• Howdy! Welcome to our community of more than 130.000 members devoted to web hosting. This is a great place to get special offers from web hosts and post your own requests or ads. To start posting sign up here. Cheers! /Peo, FreeWebSpace.net
managed wordpress hosting

Should Microsoft learn from Linux ??

Reaper28

New Member
Microsoft Windows 'in danger of collapsing', analysts say

Discussing around this article about windows and how big its gotten from previous versions.

Within the bowels of my mind, i've been debating to my self and afew chat buddies and some RL friends that Microsoft should be working on bringing the Linux community into the development of their Windows Products, causing the software giant to more support Open Source.

Vista was 50 million lines of code, with OSes getting bigger and more viruses being made (read an article saying Viruses hit 1 million this year alone) i think it would be beatifically right to get help from the Linux community to make a Secure windows OS.

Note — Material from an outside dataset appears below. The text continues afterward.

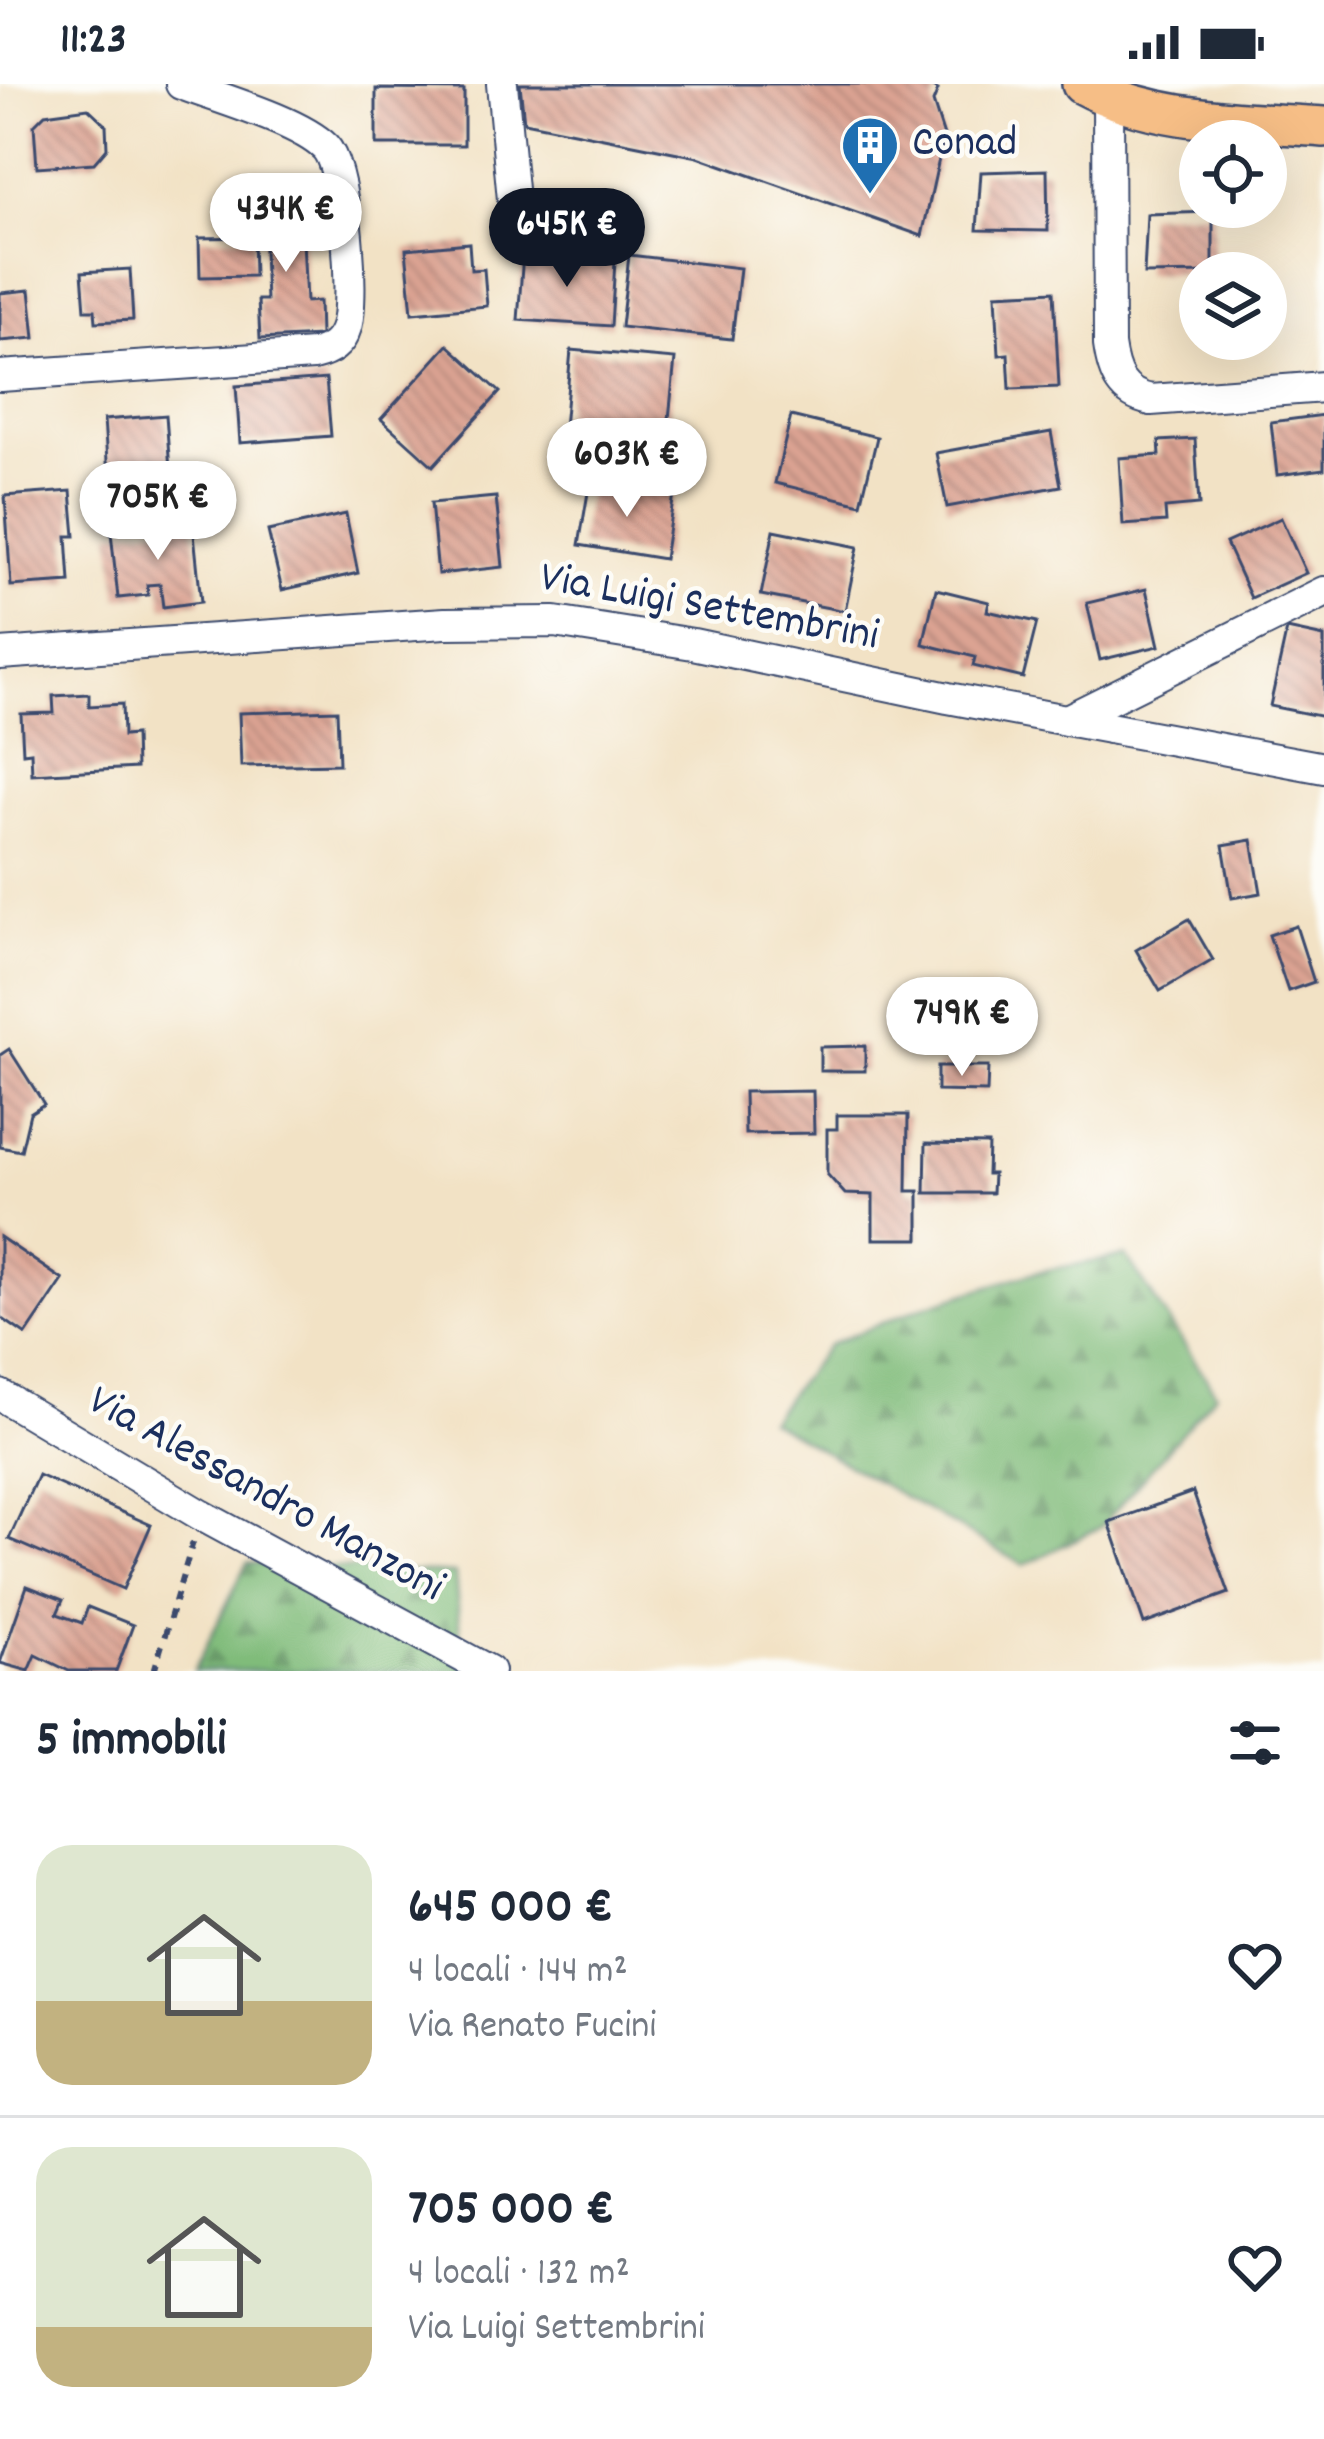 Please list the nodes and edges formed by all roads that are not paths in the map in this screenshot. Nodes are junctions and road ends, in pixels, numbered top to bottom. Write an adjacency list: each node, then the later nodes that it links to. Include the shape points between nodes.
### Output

Anti virus software could be phased outta existance within 5yrs with the devlopment of a Opensource backed Windows OS.

I don't know if this makes any sense to everyone but i'd like to see a more lighter, more secure Windows OS something thats Open source

(nothing to do with Mac)
 
If Windows was to go open source, they wouldn't make the money they're making now.

I don't think they should go open source. Although there are a lot of viruses for Windows, there are also a lot of viruses for Linux and other operating systems. I haven't been infected with a virus for a long time and I'm a Windows Vista user. I guess I am very careful and also use hardware/software firewalls but so do a lot of people.
 
I dont think theres any chance of Windows going open source.

I dont see the huge issue with viruses, i havnt been infected in years.

I dont see how antivirus software could be phazed out. Making somthing open source does not make it secure, infact it makes it alot less secure.
Anyone with some programing knowlege can now look at the source code and see exactly how everything works. Your providing the hackers a blueprint to your security system.

The reson Linux has less viruses, is simply because its less popular. Nothing to do with it being more secure at all. Same with Mac OS. However there are new viruses for both every day, and the more popular they become as a primary choice for people OS, the more viruses will appear.
The linux community could not help secure windows...

Id definetly like to see a more light weight Windows however.
I dont see anything special about Vista at all, yet is hogs my resources like a gold digging ----- with her hands on my credit card...
 
I dont see how antivirus software could be phazed out. Making somthing open source does not make it secure, infact it makes it alot less secure.
Anyone with some programing knowlege can now look at the source code and see exactly how everything works. Your providing the hackers a blueprint to your security system.

You are also providing talented developers the opportunity to look through the source code and identify potential exploits. And because it is open source, these developers can create their own fixes and share them with the community. This is an important tenet of open source development. Many would argue that open source software is in fact more secure for this reason.

The reson Linux has less viruses, is simply because its less popular. Nothing to do with it being more secure at all.

While popularity is likely one reason, it isn't the whole story. Desktop Linux environments are run as an unprivileged user. If a virus were to infect the user, it may destroy their environment but due to the user permission restrictions it could not cause havoc on the whole system. The reason some Windows viruses have had such large impacts is many users run as an Administrator user. When a virus infects such a system, the code has unrestricted access to the whole system. Running Windows as Administrator has often been necessary/convenient because Windows has only recently offered the ability to change "administrator" settings without logging out. I believe Vista has made more of an effort to run user environments as unprivileged users, so potential viruses will have less of an impact.
 
They should leave the OS to the creators who are being payed for it.
i really cannot see Microsoft going OpenSource, they are too money hungry. granted they don't need it, but they are feeling threatend. take a look at the Yahoo bid.

personaly, it would be good if they did do something opensource wise for an Windows OS, but then again that's asking for miracles.